**WHAT THE TASK REQUIRES**
Starting at the first line and ending at the last, reproduce the records below exactly.

------ EXTRACTED DATA ------

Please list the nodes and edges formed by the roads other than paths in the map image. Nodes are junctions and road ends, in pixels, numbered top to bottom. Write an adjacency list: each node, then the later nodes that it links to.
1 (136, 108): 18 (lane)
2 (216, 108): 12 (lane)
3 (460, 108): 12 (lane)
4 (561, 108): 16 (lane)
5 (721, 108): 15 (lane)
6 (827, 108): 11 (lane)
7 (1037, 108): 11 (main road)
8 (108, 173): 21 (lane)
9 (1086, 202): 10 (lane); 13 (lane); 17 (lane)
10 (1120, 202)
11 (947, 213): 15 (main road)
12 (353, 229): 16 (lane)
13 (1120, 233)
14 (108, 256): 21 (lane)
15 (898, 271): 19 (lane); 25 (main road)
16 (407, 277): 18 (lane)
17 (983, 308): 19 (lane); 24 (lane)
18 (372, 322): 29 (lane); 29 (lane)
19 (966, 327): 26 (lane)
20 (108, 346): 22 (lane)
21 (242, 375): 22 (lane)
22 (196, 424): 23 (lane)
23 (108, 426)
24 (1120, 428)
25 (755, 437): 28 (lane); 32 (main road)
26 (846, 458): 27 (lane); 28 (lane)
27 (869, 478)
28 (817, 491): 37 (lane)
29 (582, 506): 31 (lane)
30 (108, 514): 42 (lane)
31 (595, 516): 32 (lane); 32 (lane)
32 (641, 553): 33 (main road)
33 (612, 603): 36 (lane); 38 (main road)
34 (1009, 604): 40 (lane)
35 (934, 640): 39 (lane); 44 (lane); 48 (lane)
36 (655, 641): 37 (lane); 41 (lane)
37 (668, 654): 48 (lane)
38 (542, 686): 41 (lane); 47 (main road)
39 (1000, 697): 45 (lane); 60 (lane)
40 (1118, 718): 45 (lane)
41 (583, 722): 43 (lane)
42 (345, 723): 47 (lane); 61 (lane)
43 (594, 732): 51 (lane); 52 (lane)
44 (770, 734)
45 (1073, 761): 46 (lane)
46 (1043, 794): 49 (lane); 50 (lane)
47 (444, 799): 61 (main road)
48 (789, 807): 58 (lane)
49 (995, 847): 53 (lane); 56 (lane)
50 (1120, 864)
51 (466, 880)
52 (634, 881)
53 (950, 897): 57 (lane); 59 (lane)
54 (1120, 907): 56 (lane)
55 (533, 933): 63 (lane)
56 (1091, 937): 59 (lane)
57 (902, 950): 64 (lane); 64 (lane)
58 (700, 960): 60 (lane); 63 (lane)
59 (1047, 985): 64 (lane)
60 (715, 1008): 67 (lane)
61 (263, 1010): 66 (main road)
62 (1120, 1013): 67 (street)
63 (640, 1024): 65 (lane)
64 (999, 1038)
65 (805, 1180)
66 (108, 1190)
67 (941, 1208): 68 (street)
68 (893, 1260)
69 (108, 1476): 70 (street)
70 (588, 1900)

------

**EXERCISE ANSWER**
Please list the nodes and edges formed by the roads other than paths in the map image. Nodes are junctions and road ends, in pixels, numbered top to bottom. Write an adjacency list: each node, then the later nodes that it links to.
1 (136, 108): 18 (lane)
2 (216, 108): 12 (lane)
3 (460, 108): 12 (lane)
4 (561, 108): 16 (lane)
5 (721, 108): 15 (lane)
6 (827, 108): 11 (lane)
7 (1037, 108): 11 (main road)
8 (108, 173): 21 (lane)
9 (1086, 202): 10 (lane); 13 (lane); 17 (lane)
10 (1120, 202)
11 (947, 213): 15 (main road)
12 (353, 229): 16 (lane)
13 (1120, 233)
14 (108, 256): 21 (lane)
15 (898, 271): 19 (lane); 25 (main road)
16 (407, 277): 18 (lane)
17 (983, 308): 19 (lane); 24 (lane)
18 (372, 322): 29 (lane); 29 (lane)
19 (966, 327): 26 (lane)
20 (108, 346): 22 (lane)
21 (242, 375): 22 (lane)
22 (196, 424): 23 (lane)
23 (108, 426)
24 (1120, 428)
25 (755, 437): 28 (lane); 32 (main road)
26 (846, 458): 27 (lane); 28 (lane)
27 (869, 478)
28 (817, 491): 37 (lane)
29 (582, 506): 31 (lane)
30 (108, 514): 42 (lane)
31 (595, 516): 32 (lane); 32 (lane)
32 (641, 553): 33 (main road)
33 (612, 603): 36 (lane); 38 (main road)
34 (1009, 604): 40 (lane)
35 (934, 640): 39 (lane); 44 (lane); 48 (lane)
36 (655, 641): 37 (lane); 41 (lane)
37 (668, 654): 48 (lane)
38 (542, 686): 41 (lane); 47 (main road)
39 (1000, 697): 45 (lane); 60 (lane)
40 (1118, 718): 45 (lane)
41 (583, 722): 43 (lane)
42 (345, 723): 47 (lane); 61 (lane)
43 (594, 732): 51 (lane); 52 (lane)
44 (770, 734)
45 (1073, 761): 46 (lane)
46 (1043, 794): 49 (lane); 50 (lane)
47 (444, 799): 61 (main road)
48 (789, 807): 58 (lane)
49 (995, 847): 53 (lane); 56 (lane)
50 (1120, 864)
51 (466, 880)
52 (634, 881)
53 (950, 897): 57 (lane); 59 (lane)
54 (1120, 907): 56 (lane)
55 (533, 933): 63 (lane)
56 (1091, 937): 59 (lane)
57 (902, 950): 64 (lane); 64 (lane)
58 (700, 960): 60 (lane); 63 (lane)
59 (1047, 985): 64 (lane)
60 (715, 1008): 67 (lane)
61 (263, 1010): 66 (main road)
62 (1120, 1013): 67 (street)
63 (640, 1024): 65 (lane)
64 (999, 1038)
65 (805, 1180)
66 (108, 1190)
67 (941, 1208): 68 (street)
68 (893, 1260)
69 (108, 1476): 70 (street)
70 (588, 1900)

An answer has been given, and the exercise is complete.